Vier neue Eintragungen im Nationalen Verzeichnis des Immateriellen Kulturerbes
Die Eintragungen spiegeln die Vielfalt des Immateriellen Kulturerbes wider – von mündlichen Überlieferungen und handwerklichen Fertigkeiten bis hin zu gesellschaftlichen Praktiken und Ritualen. Das Verzeichnis orientiert sich an den fünf UNESCO-Bereichen und dokumentiert jene lebendigen Traditionen, die das Leben von Gemeinschaften prägen. Die Initiative zur Aufnahme geht von den Träger*innen selbst aus; über die Eintragungen entscheidet ein unabhängiger Fachbeirat der Österreichischen UNESCO-Kommission.

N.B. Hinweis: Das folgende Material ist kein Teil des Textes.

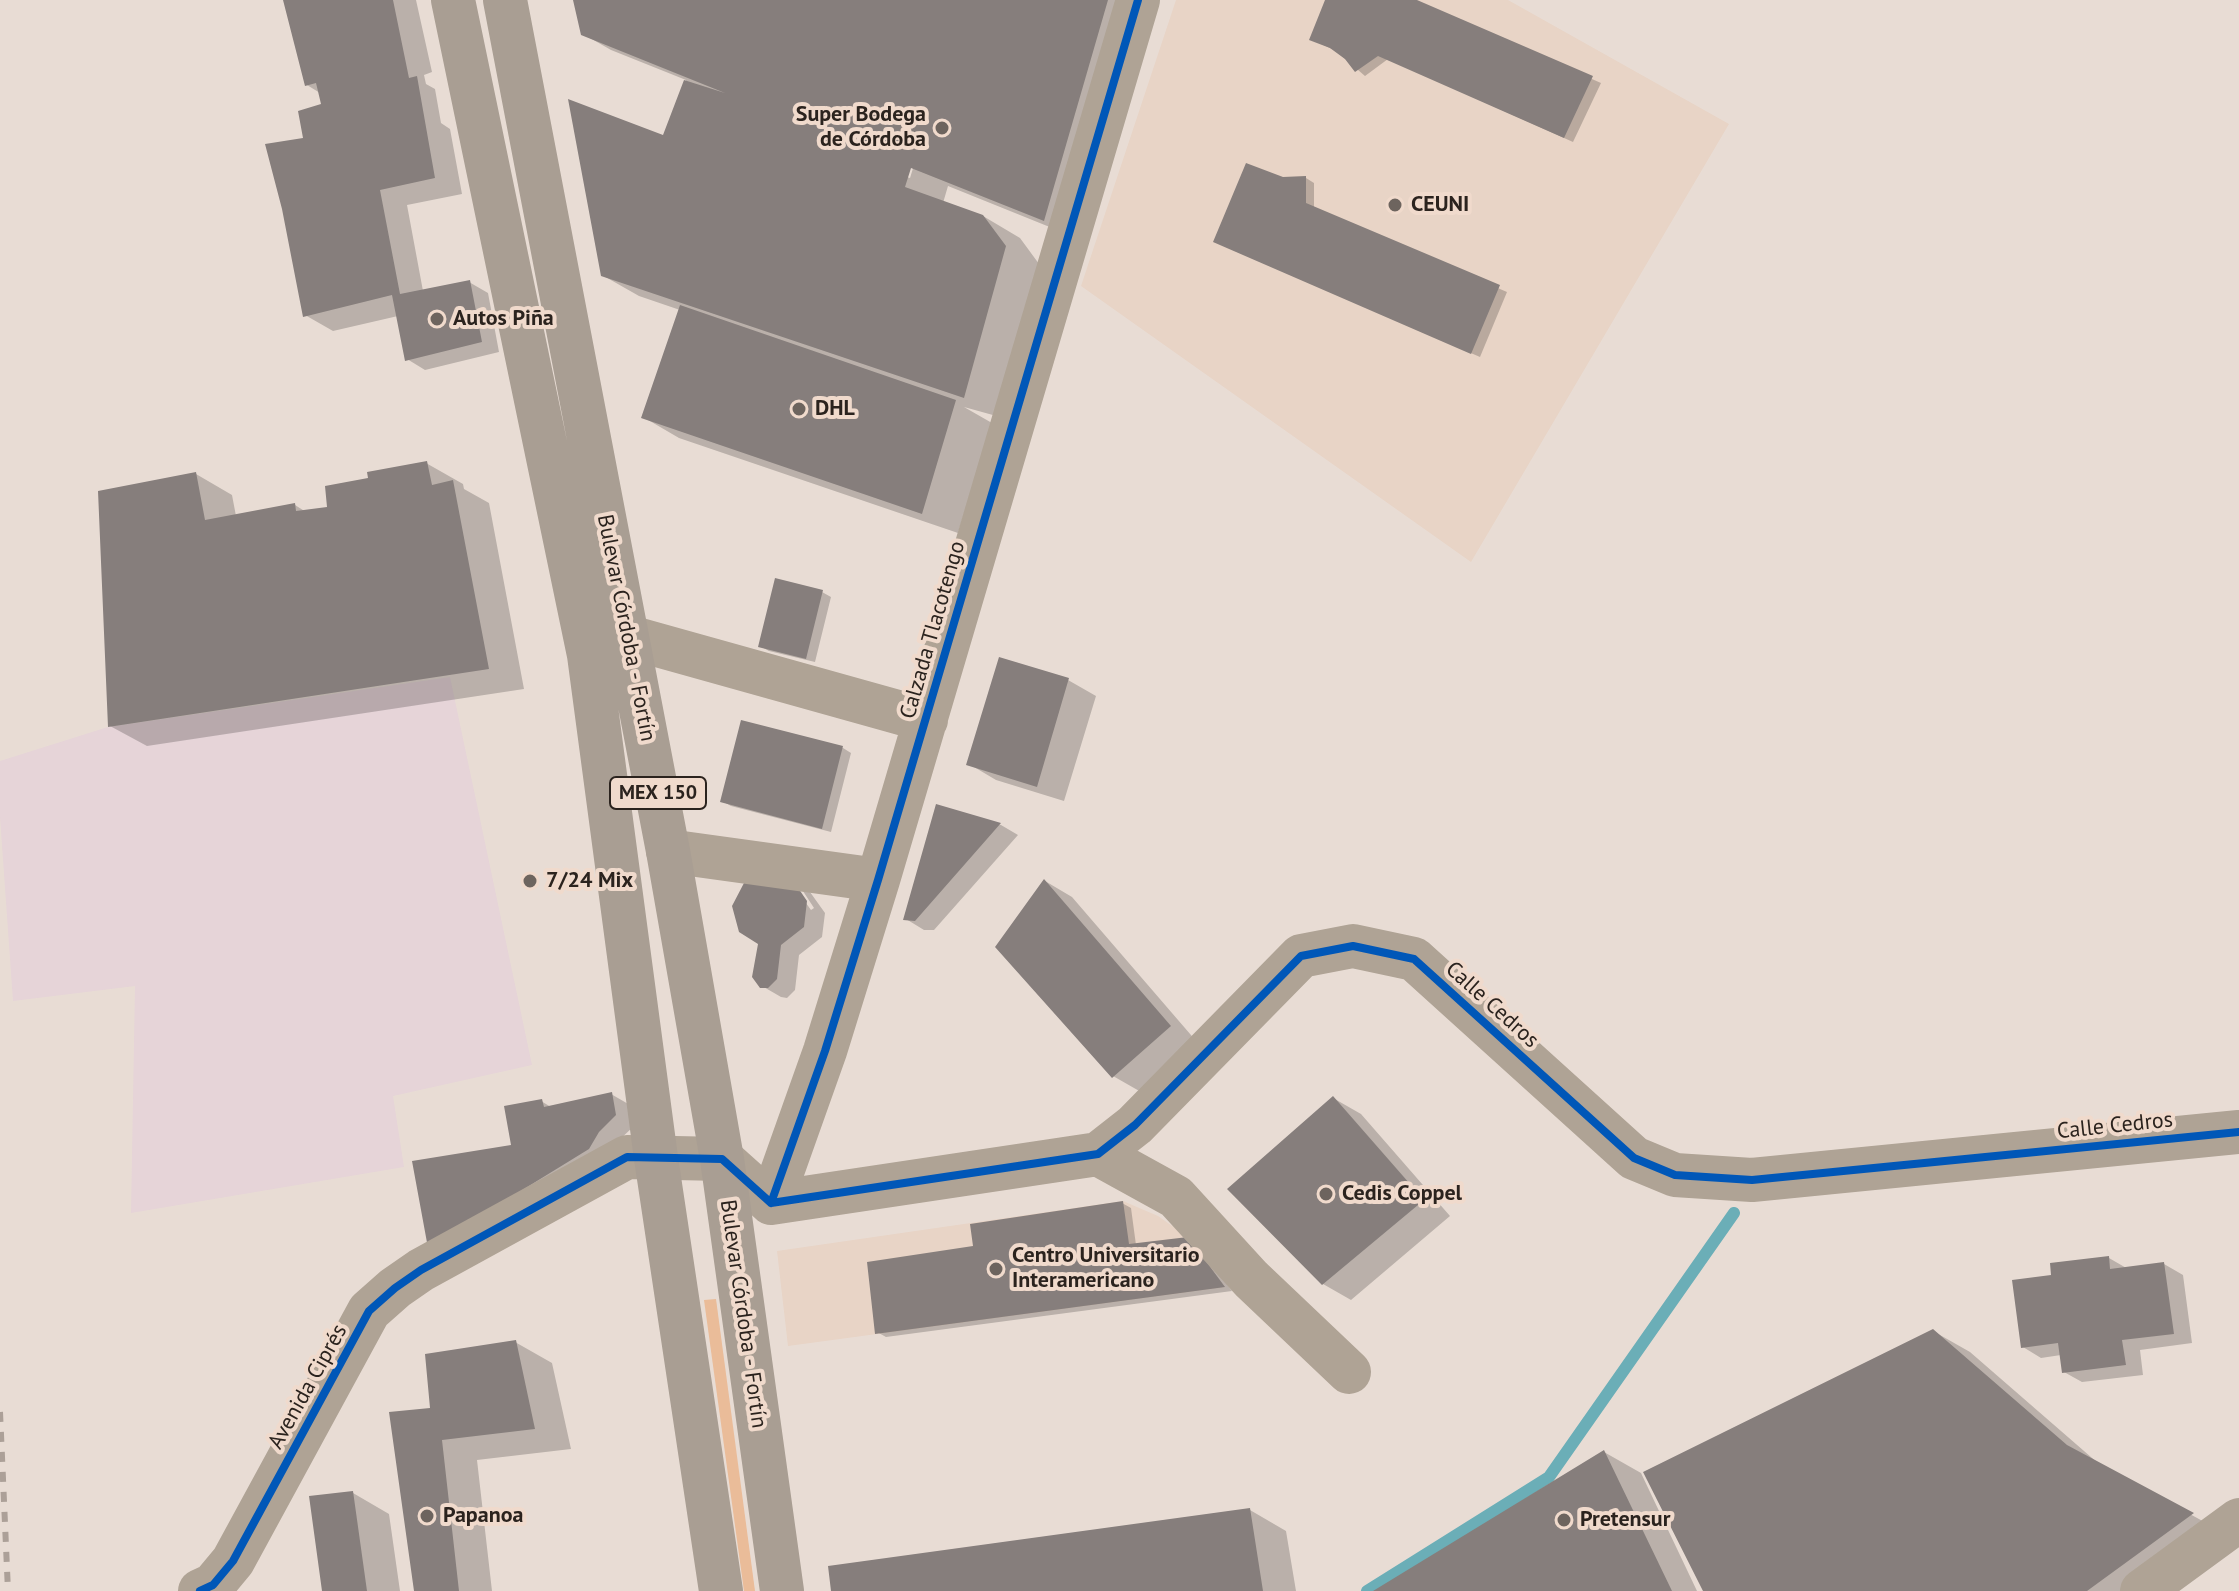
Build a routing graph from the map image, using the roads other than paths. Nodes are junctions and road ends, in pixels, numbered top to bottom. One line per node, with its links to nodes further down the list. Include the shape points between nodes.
1 (453, 0): 10 (main road, Bulevar Córdoba - Fortín / MEX 150, via 589,655)
2 (505, 0): 4 (main road, Bulevar Córdoba - Fortín / MEX 150)
3 (1138, 0): 5 (street, Calzada Tlacotengo)
4 (629, 637): 5 (street); 6 (main road, Bulevar Córdoba - Fortín / MEX 150)
5 (926, 720): 7 (street, Calzada Tlacotengo)
6 (668, 851): 7 (street); 11 (main road, Bulevar Córdoba - Fortín / MEX 150)
7 (878, 880): 12 (street, Calzada Tlacotengo)
8 (2239, 1132): 9 (street, Calle Cedros, via 1752,1180 1675,1175 1634,1158 1414,959 1353,946 1301,956 1135,1125)
9 (1098, 1154): 12 (street, Calle Cedros); 13 (street, via 1176,1197 1251,1279)
10 (656, 1158): 11 (street, Avenida Ciprés); 15 (street, Avenida Ciprés, via 627,1157 421,1270 369,1311 233,1561 213,1585); 16 (main road, Bulevar Córdoba - Fortín / MEX 150)
11 (722, 1159): 12 (street); 17 (main road, Bulevar Córdoba - Fortín / MEX 150)
12 (771, 1203)
13 (1349, 1372)
14 (2239, 1520): 18 (street)
15 (200, 1591)
16 (721, 1591)
17 (782, 1591)
18 (2142, 1591)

Vizekanzler und Kulturminister Andreas Babler begrüßt die neuerliche Erweiterung des Inventars: „Mit dem Verzeichnis stärken wir das Bewusstsein für immaterielles Kulturerbe und machen seine Bedeutung für die beteiligten Gemeinschaften sowie ihre Kreativität sichtbar. Sprache und Kommunikation ebenso wie traditionelles Handwerk sind zentrale Träger dieses Kulturerbes, weil sie Wissen, Werte und Ausdrucksformen lebendig weitergeben und so die Identität von Gemeinschaften über Generationen hinweg sichern.“
FOLGENDE VIER EINTRÄGE ERGÄNZEN NUN DAS NATIONALE VERZEICHNIS:
GOLDSCHMIEDEHANDWERK IN ÖSTERREICH (österreichweit): Seit Jahrtausenden werden Gold und andere Edelmetalle kunsthandwerklich verarbeitet. Goldschmied*innen fertigen mit hoher Präzision und gestalterischem Können eine Vielzahl unterschiedlicher Arbeiten an. Dazu zählen Schmuckstücke ebenso wie Insignien, Orden, sakrale Objekte und weitere Werke von bleibendem Wert.

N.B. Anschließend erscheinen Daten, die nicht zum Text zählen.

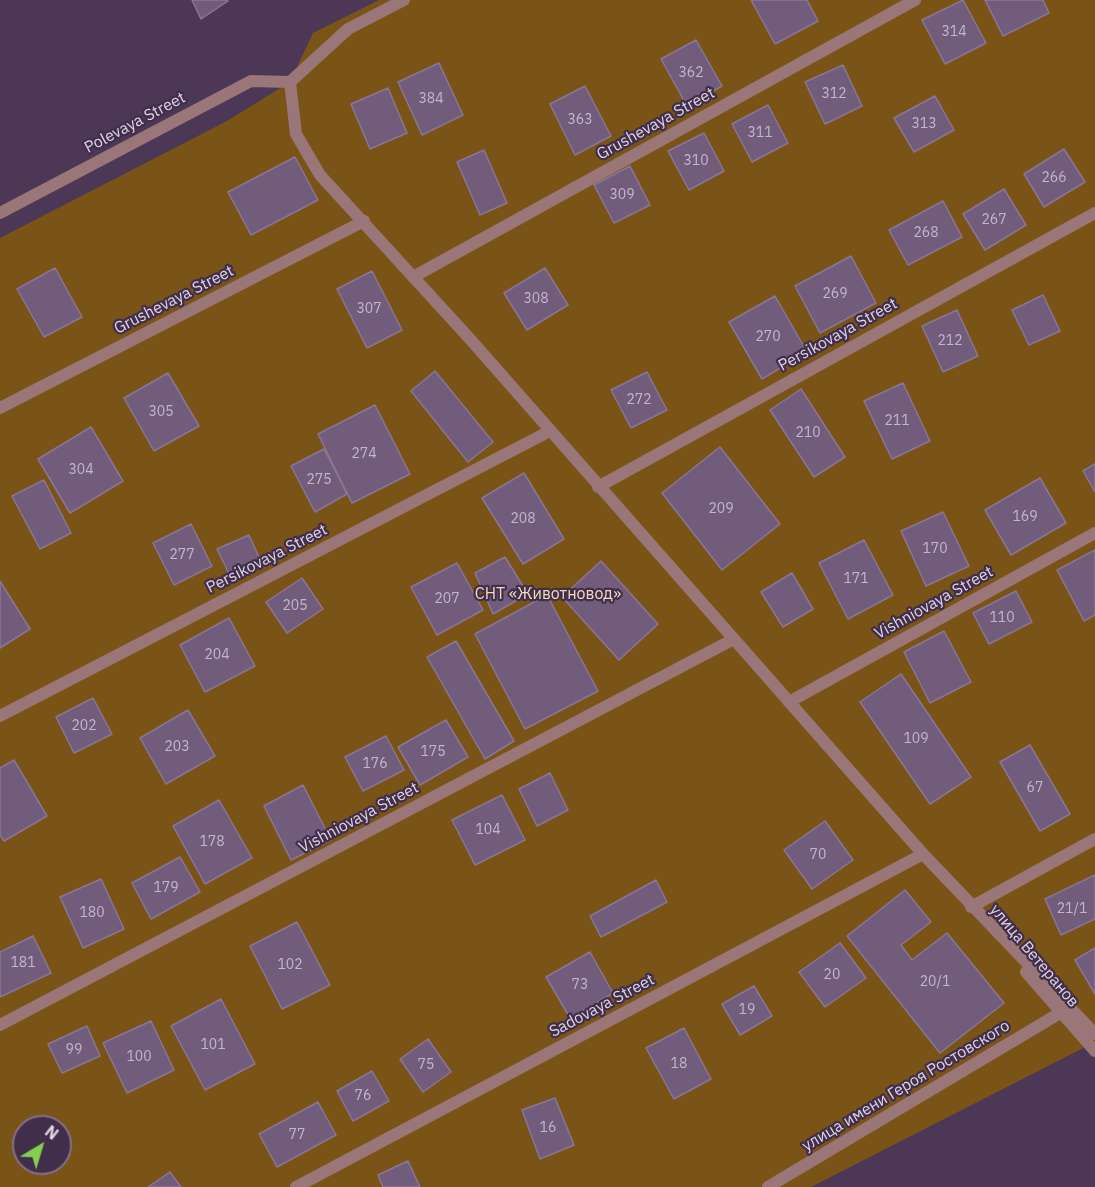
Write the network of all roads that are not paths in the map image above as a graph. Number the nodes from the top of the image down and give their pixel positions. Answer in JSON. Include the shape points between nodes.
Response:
{"nodes":[{"id":1,"x":404,"y":0,"type":"edge"},
{"id":2,"x":915,"y":0,"type":"edge"},
{"id":3,"x":290,"y":82,"type":"junction"},
{"id":4,"x":0,"y":213,"type":"edge"},
{"id":5,"x":1095,"y":213,"type":"edge"},
{"id":6,"x":364,"y":221,"type":"junction"},
{"id":7,"x":413,"y":277,"type":"junction"},
{"id":8,"x":0,"y":408,"type":"edge"},
{"id":9,"x":550,"y":431,"type":"junction"},
{"id":10,"x":598,"y":487,"type":"junction"},
{"id":11,"x":1095,"y":532,"type":"edge"},
{"id":12,"x":732,"y":640,"type":"junction"},
{"id":13,"x":789,"y":702,"type":"junction"},
{"id":14,"x":0,"y":716,"type":"edge"},
{"id":15,"x":1095,"y":839,"type":"edge"},
{"id":16,"x":922,"y":854,"type":"junction"},
{"id":17,"x":971,"y":907,"type":"junction"},
{"id":18,"x":1060,"y":1013,"type":"junction"},
{"id":19,"x":0,"y":1025,"type":"edge"},
{"id":20,"x":1095,"y":1034,"type":"edge"},
{"id":21,"x":1095,"y":1051,"type":"edge"},
{"id":22,"x":296,"y":1187,"type":"edge"},
{"id":23,"x":768,"y":1187,"type":"edge"}],
"edges":[{"from":1,"to":3,"type":"street","via":[[348,29]]},
{"from":2,"to":7,"type":"street","name":"Grushevaya Street"},
{"from":3,"to":4,"type":"street","name":"Polevaya Street","via":[[251,81]]},
{"from":3,"to":6,"type":"street","via":[[296,134],[320,175]]},
{"from":5,"to":10,"type":"street","name":"Persikovaya Street"},
{"from":6,"to":7,"type":"street"},
{"from":6,"to":8,"type":"street","name":"Grushevaya Street"},
{"from":7,"to":9,"type":"street"},
{"from":9,"to":10,"type":"street"},
{"from":9,"to":14,"type":"street","name":"Persikovaya Street"},
{"from":10,"to":12,"type":"street"},
{"from":11,"to":13,"type":"street","name":"Vishniovaya Street"},
{"from":12,"to":13,"type":"street"},
{"from":12,"to":19,"type":"street","name":"Vishniovaya Street"},
{"from":13,"to":16,"type":"street"},
{"from":15,"to":17,"type":"street"},
{"from":16,"to":17,"type":"street"},
{"from":16,"to":22,"type":"street","name":"Sadovaya Street"},
{"from":17,"to":18,"type":"street","name":"улица Ветеранов"},
{"from":17,"to":20,"type":"street","name":"улица Ветеранов"},
{"from":18,"to":21,"type":"street","name":"улица Ветеранов"},
{"from":18,"to":23,"type":"street","name":"улица имени Героя Ростовского"}]}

ESPERANTOKULTUR IN ÖSTERREICH / ESPERANTOKULTURO EN AῨSTRIO (österreichweit): Esperanto ist als eine Plansprache entwickelt worden, um Menschen weltweit eine neutrale und leicht erlernbare Sprache für Verständigung und Frieden zu bieten. In Österreich pflegt eine aktive Gemeinschaft diese Kultur und trifft sich regelmäßig zu Sprachkursen, Festen und Kongressen. Außerdem hat sich daraus ein beachtliches Schaffen in Literatur und darstellender Kunst entwickelt.

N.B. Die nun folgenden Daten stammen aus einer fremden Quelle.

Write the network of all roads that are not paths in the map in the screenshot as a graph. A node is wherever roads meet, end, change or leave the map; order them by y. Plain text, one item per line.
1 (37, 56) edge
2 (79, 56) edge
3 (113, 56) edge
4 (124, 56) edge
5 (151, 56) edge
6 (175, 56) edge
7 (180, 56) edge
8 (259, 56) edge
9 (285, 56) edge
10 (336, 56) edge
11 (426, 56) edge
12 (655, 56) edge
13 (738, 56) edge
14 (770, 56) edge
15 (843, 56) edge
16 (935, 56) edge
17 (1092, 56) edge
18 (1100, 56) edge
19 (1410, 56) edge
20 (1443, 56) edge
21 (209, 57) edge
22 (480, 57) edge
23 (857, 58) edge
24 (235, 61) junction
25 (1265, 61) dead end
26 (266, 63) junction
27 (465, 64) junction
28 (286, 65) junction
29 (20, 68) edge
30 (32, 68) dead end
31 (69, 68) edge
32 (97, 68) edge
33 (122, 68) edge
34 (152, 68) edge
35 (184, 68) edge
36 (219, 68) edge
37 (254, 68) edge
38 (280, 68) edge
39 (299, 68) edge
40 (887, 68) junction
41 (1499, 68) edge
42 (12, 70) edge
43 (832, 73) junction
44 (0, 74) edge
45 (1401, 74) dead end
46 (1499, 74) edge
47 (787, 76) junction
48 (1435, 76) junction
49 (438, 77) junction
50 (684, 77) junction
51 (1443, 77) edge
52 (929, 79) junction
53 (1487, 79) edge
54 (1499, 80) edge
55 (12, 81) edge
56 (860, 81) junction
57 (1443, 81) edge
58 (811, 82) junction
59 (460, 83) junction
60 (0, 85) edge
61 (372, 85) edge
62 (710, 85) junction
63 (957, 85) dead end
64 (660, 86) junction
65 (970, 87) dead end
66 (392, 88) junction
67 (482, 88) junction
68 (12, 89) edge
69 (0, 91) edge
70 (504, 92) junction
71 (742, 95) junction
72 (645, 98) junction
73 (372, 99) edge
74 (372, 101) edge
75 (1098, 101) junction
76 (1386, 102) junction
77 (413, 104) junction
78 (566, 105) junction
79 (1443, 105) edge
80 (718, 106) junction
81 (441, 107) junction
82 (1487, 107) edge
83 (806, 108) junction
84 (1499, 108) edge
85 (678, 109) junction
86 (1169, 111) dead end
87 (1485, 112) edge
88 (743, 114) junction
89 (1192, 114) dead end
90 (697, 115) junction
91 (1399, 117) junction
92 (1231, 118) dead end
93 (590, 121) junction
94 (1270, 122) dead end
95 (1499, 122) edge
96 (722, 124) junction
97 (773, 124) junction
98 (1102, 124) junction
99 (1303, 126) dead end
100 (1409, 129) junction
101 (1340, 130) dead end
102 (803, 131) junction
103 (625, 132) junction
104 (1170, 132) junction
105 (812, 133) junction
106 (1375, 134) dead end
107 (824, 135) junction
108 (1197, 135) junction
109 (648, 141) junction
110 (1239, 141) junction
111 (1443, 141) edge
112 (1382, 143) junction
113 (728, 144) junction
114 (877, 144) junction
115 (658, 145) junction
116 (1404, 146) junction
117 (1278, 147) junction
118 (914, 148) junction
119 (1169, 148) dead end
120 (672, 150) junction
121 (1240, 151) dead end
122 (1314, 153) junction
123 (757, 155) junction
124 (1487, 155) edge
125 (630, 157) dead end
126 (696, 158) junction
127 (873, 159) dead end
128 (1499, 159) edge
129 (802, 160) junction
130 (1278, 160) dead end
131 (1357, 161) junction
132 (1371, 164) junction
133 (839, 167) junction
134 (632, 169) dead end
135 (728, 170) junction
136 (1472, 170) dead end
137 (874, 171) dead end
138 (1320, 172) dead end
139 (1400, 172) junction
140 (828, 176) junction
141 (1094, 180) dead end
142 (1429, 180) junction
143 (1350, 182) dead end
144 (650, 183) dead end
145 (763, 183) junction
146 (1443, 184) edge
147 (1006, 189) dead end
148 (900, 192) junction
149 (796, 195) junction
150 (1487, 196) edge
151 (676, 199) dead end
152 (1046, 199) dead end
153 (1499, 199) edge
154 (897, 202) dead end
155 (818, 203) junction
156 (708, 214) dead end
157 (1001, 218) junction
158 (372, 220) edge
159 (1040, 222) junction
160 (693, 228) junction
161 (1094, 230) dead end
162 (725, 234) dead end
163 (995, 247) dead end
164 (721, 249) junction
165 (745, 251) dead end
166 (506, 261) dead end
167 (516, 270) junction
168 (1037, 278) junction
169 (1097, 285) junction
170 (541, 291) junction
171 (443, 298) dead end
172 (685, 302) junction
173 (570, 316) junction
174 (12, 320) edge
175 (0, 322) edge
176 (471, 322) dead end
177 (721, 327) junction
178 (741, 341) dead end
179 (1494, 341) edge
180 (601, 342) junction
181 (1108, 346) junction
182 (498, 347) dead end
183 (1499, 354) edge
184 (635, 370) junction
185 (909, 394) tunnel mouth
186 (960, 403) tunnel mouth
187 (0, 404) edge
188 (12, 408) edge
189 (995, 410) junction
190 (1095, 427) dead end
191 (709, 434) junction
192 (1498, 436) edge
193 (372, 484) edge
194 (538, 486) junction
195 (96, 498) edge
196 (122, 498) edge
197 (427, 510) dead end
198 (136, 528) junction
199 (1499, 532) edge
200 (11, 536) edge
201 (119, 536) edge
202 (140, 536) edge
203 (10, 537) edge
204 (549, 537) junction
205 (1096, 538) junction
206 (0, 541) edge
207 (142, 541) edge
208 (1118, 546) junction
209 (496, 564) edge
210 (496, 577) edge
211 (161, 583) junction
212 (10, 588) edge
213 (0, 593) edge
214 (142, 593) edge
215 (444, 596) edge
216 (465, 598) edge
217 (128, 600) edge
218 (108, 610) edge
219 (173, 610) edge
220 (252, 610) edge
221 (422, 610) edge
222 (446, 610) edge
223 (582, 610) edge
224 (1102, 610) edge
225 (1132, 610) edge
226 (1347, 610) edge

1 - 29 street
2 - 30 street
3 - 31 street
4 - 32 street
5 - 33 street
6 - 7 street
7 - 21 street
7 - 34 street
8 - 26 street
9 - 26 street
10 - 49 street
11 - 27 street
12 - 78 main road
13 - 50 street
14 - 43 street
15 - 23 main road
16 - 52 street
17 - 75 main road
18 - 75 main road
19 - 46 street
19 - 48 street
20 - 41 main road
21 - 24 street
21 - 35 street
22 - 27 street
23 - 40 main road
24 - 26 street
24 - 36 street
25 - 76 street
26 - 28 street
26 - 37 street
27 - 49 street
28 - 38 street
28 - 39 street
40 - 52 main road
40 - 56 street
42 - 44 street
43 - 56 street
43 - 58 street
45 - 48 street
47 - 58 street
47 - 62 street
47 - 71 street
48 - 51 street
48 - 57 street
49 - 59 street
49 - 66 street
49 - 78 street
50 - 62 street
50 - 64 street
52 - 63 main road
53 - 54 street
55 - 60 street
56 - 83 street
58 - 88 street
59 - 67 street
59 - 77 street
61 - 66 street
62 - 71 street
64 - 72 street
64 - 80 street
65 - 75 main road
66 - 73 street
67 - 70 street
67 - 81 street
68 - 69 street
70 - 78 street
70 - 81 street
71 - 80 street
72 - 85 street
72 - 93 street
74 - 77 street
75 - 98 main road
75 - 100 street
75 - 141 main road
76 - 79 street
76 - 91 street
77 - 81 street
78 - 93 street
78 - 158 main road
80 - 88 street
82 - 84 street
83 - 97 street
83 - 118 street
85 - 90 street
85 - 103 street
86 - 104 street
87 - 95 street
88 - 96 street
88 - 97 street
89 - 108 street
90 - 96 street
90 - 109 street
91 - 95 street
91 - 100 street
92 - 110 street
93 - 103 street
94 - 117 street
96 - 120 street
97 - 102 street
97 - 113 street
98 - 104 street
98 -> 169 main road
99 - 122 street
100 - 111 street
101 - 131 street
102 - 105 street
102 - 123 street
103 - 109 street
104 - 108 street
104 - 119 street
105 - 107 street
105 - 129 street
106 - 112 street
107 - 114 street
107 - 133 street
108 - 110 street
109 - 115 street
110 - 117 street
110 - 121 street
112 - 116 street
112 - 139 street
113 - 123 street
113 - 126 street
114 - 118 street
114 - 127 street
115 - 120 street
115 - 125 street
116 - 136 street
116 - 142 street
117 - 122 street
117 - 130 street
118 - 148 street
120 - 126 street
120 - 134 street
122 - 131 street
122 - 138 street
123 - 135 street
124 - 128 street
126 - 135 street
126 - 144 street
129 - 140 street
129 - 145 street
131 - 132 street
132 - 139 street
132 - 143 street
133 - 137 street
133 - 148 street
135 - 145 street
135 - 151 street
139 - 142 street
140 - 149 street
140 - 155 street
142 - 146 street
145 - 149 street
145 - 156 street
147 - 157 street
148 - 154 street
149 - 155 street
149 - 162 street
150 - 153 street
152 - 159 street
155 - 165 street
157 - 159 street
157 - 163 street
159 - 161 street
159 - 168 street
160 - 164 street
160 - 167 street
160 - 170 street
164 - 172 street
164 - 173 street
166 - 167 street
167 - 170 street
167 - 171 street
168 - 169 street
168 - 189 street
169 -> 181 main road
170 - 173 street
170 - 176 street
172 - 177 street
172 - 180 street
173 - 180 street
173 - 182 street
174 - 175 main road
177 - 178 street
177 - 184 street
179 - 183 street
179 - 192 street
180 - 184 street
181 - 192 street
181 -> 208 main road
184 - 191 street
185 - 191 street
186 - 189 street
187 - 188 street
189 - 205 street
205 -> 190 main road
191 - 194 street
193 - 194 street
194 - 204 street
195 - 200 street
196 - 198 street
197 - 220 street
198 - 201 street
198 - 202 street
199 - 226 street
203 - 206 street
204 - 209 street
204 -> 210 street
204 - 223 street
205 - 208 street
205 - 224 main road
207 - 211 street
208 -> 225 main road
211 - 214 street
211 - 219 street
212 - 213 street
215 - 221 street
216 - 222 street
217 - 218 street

DIE PINZGAUER SAGENWELT: ERZÄHLTRADITION, ERZÄHLWEISE UND ERZÄHLER*INNEN (Salzburg): Die Pinzgauer Sagen bilden seit Generationen einen festen Bestandteil der regionalen Erzähltradition. Sie werden mündlich im Pinzgauer Dialekt von Generation zu Generation weitergegeben und sind eng mit der allgegenwärtigen Gebirgslandschaft und der kulturellen Identität der Pinzgauer Bevölkerung verbunden.
VERWENDUNG UND WEITERGABE DER BRAILLESCHRIFT (österreichweit): Als weltweit verbreitete Schrift blinder und sehbeeinträchtigter Menschen ist die Brailleschrift in Österreich für rund 5.000 Personen ein Begleiter im alltäglichen Leben. Sie macht gesprochene Sprache tastbar. Sie wurde von blinden Menschen selbst entwickelt und organisiert und ermöglicht ihnen Zugang zur Gesellschaft sowie gleichberechtigte Teilhabe an jener.
HINTERGRUND
Das Nationale Verzeichnis des Immateriellen Kulturerbes wurde 2010 im Rahmen des von Österreich 2009 ratifizierten UNESCO-ÜBEREINKOMMENS ZUR ERHALTUNG DES IMMATERIELLEN KULTURERBES von 2003 etabliert. Es soll dazu beitragen, lebendige kulturelle Ausdrucksformen zu dokumentieren, ihre Weitergabe zu fördern und die Vielfalt menschlicher Kreativität sichtbar zu machen. Die Österreichische UNESCO-Kommission ist mit der Führung des Verzeichnisses betraut. Über die Aufnahme neuer Elemente entscheidet ein Fachbeirat aus 15 Mitgliedern, bestehend aus Vertreter*innen zweier Bundesministerien, der Bundesländer und unabhängigen Expert*innen aus ganz Österreich.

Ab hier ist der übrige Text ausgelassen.